### Task requirements
From the entries below, copy every line holding the word "async".

Saved data entries

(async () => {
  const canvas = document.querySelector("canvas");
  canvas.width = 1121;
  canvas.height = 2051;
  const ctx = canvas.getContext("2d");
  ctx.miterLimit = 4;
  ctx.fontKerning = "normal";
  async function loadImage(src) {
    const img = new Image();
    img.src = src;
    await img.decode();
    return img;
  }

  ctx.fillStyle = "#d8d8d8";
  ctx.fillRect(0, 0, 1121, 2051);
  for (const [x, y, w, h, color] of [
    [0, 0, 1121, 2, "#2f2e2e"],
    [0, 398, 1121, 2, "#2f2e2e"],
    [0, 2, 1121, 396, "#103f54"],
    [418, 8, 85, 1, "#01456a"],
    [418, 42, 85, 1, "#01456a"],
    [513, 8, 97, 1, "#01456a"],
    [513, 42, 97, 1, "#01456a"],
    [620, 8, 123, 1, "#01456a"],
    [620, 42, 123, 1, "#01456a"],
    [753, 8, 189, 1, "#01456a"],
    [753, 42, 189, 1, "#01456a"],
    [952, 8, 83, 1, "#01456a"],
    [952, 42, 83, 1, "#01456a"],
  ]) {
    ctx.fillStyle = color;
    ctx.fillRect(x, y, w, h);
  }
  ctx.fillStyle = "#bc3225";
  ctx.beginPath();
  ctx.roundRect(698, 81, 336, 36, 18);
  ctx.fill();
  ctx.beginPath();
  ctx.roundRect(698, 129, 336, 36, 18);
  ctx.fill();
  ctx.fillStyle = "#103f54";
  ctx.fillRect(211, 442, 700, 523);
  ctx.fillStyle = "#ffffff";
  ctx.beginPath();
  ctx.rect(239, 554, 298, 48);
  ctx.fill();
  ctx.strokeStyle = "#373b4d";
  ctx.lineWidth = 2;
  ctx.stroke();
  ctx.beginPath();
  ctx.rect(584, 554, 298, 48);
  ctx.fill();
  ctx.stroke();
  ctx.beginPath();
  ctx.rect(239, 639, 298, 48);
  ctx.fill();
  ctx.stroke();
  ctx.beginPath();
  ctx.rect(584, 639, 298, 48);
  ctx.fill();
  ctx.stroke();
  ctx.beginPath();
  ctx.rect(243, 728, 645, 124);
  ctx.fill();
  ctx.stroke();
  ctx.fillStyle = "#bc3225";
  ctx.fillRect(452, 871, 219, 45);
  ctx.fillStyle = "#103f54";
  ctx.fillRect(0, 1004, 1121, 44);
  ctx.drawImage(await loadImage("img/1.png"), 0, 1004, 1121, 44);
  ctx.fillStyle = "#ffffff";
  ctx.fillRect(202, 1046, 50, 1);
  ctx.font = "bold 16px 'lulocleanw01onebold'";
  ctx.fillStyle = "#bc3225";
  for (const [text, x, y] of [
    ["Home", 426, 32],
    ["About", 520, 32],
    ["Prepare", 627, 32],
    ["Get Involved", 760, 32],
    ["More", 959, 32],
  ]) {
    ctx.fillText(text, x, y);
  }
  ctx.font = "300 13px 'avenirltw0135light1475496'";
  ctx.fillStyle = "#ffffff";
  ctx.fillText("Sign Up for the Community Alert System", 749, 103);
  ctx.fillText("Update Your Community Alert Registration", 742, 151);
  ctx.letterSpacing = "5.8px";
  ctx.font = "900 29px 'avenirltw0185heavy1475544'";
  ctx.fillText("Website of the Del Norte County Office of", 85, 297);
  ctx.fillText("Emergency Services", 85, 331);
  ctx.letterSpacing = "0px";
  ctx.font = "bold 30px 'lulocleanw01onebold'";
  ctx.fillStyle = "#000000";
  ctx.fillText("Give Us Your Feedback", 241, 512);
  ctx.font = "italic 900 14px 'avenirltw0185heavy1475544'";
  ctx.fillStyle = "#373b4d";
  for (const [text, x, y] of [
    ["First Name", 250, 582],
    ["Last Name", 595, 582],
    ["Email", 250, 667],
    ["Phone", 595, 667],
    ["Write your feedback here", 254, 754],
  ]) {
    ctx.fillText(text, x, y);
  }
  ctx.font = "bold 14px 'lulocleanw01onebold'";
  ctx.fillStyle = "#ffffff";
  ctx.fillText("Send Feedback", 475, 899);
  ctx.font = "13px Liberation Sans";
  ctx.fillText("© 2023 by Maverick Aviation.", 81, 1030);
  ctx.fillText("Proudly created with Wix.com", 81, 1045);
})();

### Exercise response
(async () => {
  async function loadImage(src) {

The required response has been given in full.